Really John, get a grip. He's an attractive man but that's no reason to make blushing a habit.
Sherlock stayed quiet throughout the meal, almost like he was waiting for John to put the words in his mouth for him. John, for his part, was trying to focus solely on his food instead of the curve of Sherlock's upper lip, which had suddenly become considerably more interesting than it had any right to be. He stared down at his pasta, determined to avoid being caught ogling his flatmate. He eyed each noodle intently, and tried to think of how best to coax Sherlock into eating at least half his meal. An ambitious goal, certainly, but not unheard of, and with Sherlock so subdued John figured he was more than up to it.
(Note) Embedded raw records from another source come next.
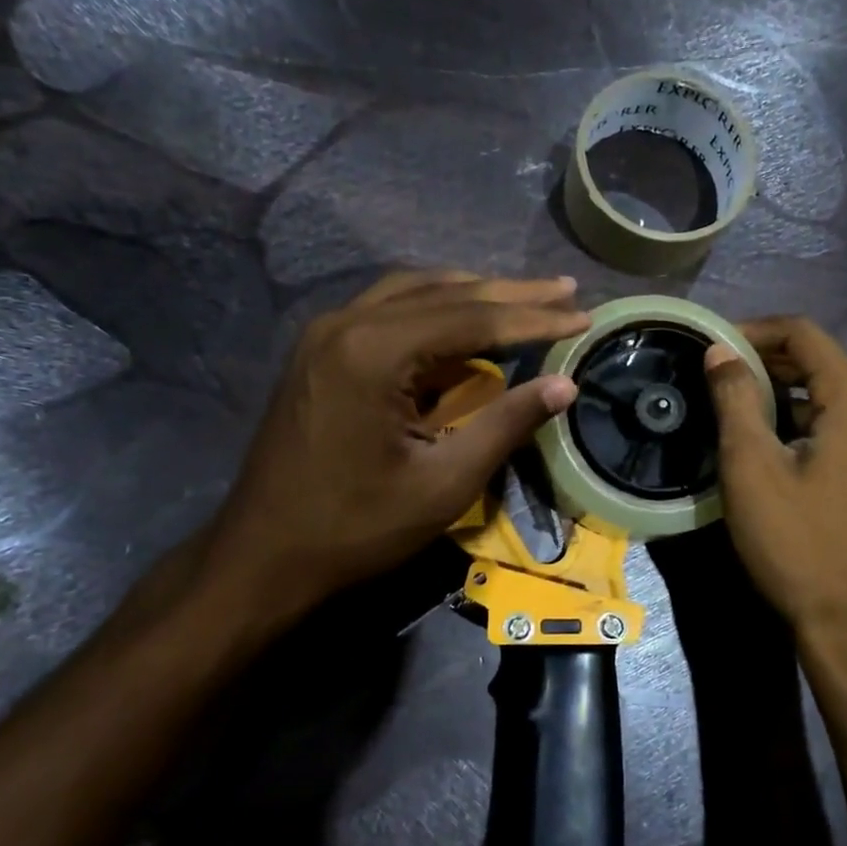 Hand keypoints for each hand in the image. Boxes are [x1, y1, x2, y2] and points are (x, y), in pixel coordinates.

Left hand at [204, 271, 586, 628]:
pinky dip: (435, 308)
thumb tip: (566, 384)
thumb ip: (506, 424)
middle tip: (565, 289)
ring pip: (414, 292)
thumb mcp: (444, 482)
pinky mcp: (319, 350)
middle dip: (510, 294)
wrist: (264, 555)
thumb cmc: (357, 527)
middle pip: (444, 293)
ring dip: (472, 294)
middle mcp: (346, 323)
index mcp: (374, 351)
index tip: (583, 314)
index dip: (533, 318)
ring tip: (525, 297)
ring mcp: (326, 333)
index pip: (472, 319)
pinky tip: (463, 319)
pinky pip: (388, 310)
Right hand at [704, 317, 846, 690]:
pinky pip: (844, 430)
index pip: (804, 334)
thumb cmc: (799, 544)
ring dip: (784, 394)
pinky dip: (805, 422)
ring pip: (832, 398)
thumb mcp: (752, 467)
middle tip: (714, 378)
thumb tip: (720, 351)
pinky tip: (774, 447)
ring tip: (735, 410)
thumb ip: (735, 399)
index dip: (753, 331)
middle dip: (766, 361)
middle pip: (822, 363)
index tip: (711, 347) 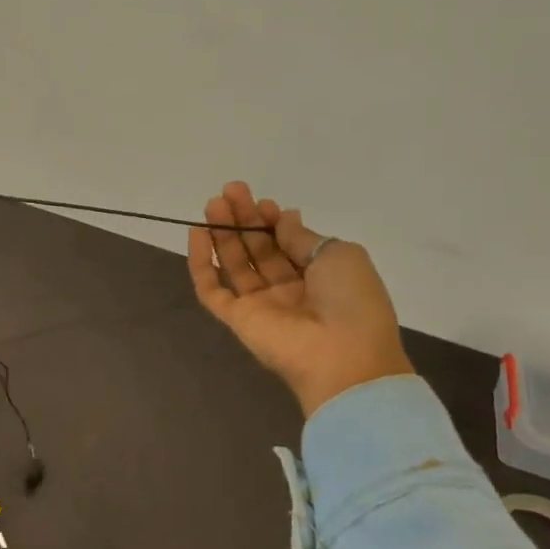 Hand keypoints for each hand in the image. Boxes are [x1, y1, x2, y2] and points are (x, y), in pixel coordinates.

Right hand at [187, 181, 414, 418]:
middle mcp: (287, 290)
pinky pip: (212, 290)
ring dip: (223, 234)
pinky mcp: (236, 319)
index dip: (274, 221)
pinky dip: (202, 264)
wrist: (342, 357)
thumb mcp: (339, 255)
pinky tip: (197, 235)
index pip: (287, 243)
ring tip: (213, 204)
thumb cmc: (352, 301)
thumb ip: (303, 237)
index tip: (264, 202)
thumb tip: (283, 218)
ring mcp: (260, 305)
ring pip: (234, 264)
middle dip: (244, 219)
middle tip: (229, 191)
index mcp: (318, 277)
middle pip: (258, 249) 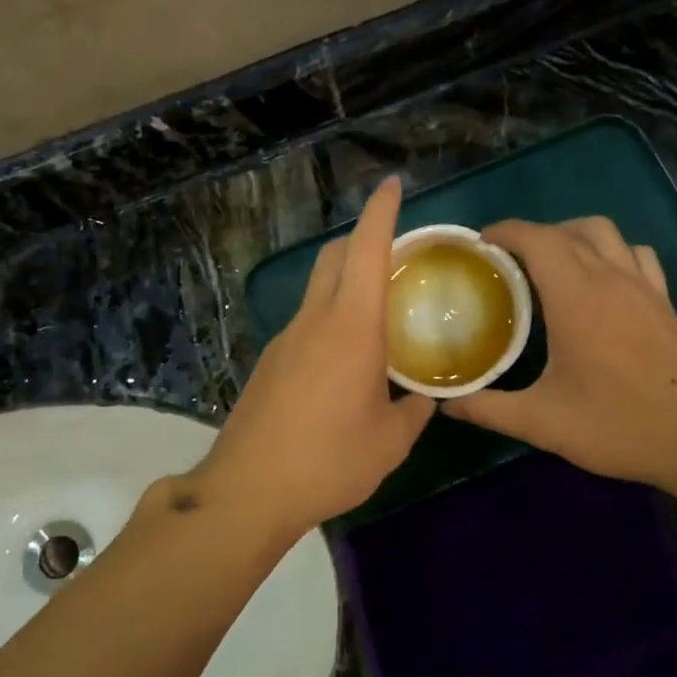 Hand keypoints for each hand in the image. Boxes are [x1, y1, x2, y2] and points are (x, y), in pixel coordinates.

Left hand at [197, 177, 433, 537]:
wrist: (248, 491)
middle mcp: (314, 321)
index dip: (382, 212)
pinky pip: (306, 324)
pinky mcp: (269, 363)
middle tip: (398, 257)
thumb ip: (415, 411)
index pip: (367, 250)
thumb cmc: (330, 462)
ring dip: (346, 282)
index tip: (393, 185)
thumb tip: (427, 398)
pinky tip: (345, 361)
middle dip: (363, 240)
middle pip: (334, 257)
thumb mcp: (391, 442)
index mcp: (351, 328)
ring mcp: (285, 340)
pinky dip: (330, 319)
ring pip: (318, 289)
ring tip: (379, 314)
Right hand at [444, 218, 676, 493]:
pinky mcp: (666, 301)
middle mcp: (612, 278)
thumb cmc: (621, 426)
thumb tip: (447, 403)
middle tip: (506, 262)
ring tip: (551, 265)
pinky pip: (635, 255)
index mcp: (578, 298)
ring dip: (573, 236)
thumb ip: (490, 409)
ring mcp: (645, 286)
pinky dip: (611, 252)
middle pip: (570, 230)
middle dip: (533, 235)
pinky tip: (602, 282)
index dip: (506, 232)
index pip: (538, 239)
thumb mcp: (544, 423)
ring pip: (606, 233)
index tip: (481, 244) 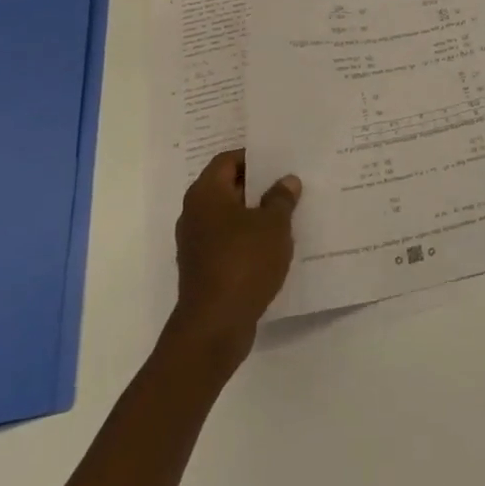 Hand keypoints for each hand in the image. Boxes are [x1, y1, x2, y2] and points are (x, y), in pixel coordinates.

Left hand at [169, 151, 300, 364]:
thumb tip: (286, 181)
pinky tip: (275, 246)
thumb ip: (281, 199)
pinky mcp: (203, 269)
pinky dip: (248, 240)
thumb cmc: (243, 263)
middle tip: (289, 183)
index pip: (228, 160)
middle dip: (258, 186)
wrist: (214, 327)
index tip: (280, 160)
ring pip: (229, 217)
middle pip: (228, 187)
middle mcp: (195, 214)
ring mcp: (196, 244)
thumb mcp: (273, 225)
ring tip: (288, 213)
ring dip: (255, 215)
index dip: (254, 157)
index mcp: (205, 194)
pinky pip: (228, 242)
When he finally glanced back up at Sherlock - certainly not with the intent of testing if he'd memorized the lines of his cupid's bow, that would be ridiculous - he was surprised to see Sherlock forking his own pasta into his mouth with what could very nearly be described as enthusiasm. John's jaw dropped, and Sherlock smiled pleasantly back at him.
"I don't eat and I get severely reprimanded. I eat and your resulting expression is that of a person who has just seen a ghost. Not that such a thing could ever occur, as ghosts are clearly a fictitious coping mechanism for people inhabiting creaky houses who can't manage grief appropriately, but you understand the figure of speech. Really John, what must I do to please you? Do tell, and make an effort to stop gaping, you look approximately as intelligent as Anderson."
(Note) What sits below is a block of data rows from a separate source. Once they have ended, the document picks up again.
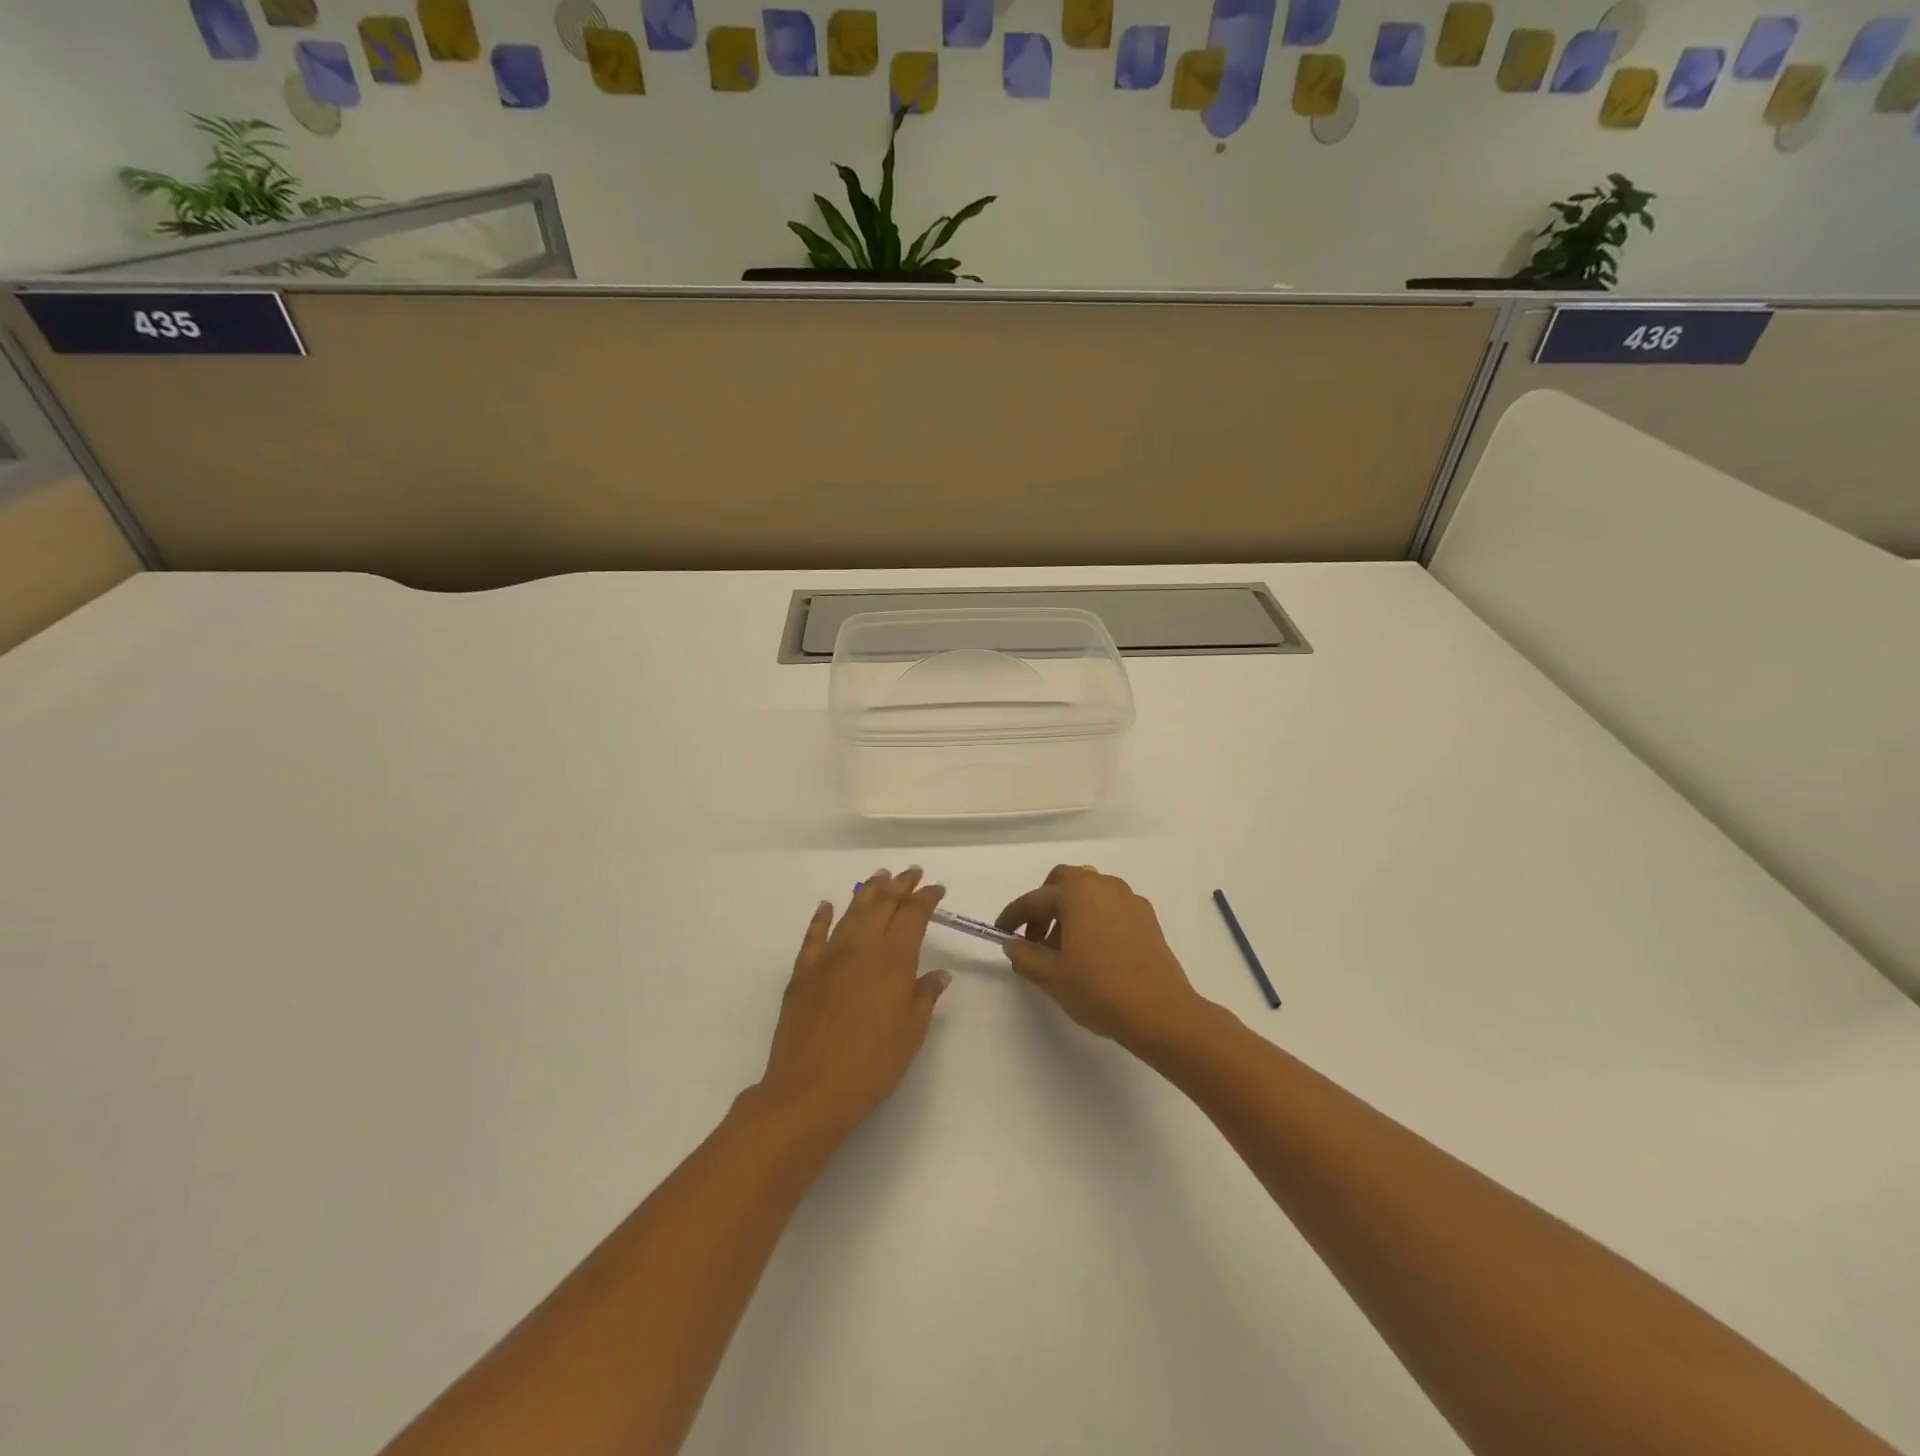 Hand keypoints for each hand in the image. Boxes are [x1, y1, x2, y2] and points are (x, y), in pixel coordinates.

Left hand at [758, 867, 952, 1140]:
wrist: (810, 1088)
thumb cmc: (872, 1064)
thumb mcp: (911, 1033)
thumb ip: (924, 996)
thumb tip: (939, 974)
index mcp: (893, 958)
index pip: (913, 915)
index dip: (926, 898)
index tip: (936, 888)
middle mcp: (861, 946)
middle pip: (882, 904)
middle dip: (900, 885)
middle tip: (911, 873)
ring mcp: (829, 956)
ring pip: (851, 912)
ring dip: (867, 891)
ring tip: (878, 877)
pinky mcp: (803, 972)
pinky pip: (814, 935)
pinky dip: (821, 918)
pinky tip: (826, 906)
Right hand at [996, 865, 1205, 1052]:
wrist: (1161, 1013)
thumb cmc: (1100, 989)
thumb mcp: (1052, 977)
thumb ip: (1025, 956)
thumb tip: (1012, 944)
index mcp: (1077, 893)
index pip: (1034, 900)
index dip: (1013, 917)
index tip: (1001, 933)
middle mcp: (1103, 885)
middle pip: (1063, 883)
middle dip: (1044, 905)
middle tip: (1034, 938)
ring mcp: (1129, 899)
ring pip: (1089, 893)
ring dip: (1069, 911)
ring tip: (1062, 950)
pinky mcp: (1146, 917)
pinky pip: (1110, 907)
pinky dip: (1093, 918)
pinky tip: (1092, 951)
John promptly clamped his jaws together, gawked for a few more seconds at Sherlock's nearly empty plate, then burst out laughing.
"Alright, you tosser, you've got me there. I haven't the foggiest what got you to put away an entire plate, but I'm thrilled that you managed it."
"I work well when properly motivated John, and I aim to please. You, that is."
John turned properly scarlet at his words, delicately spoken with just enough suggestion to make John wonder if there was any sort of implication behind his declaration. Asexual, he reminded himself. Married to his work, and besides, you like flirting with women, not your bloody flatmate.
As they walked back towards 221B, stomachs full and the sky lit up above them, John snuck a glance at the man beside him. Sherlock was wonderfully tall and practically glowing from a combination of starlight and well-placed streetlamps. He was undeniably beautiful, and all the more so for the parts of him that couldn't be see – that unbelievable brain, and the all too well concealed heart. John's eyes lingered, appreciating everything beside him, when he felt Sherlock's gaze turn down to meet his own.
They looked at each other for a fraction of a second, yet somehow much longer. John felt something twist in some unnamed part of him, and he bit back a grin.
Alright, you're an idiot for it, but maybe it's time to extend your sexuality to include a certain genius. Women and flatmates, well flatmate at least – that's perfectly fine, isn't it?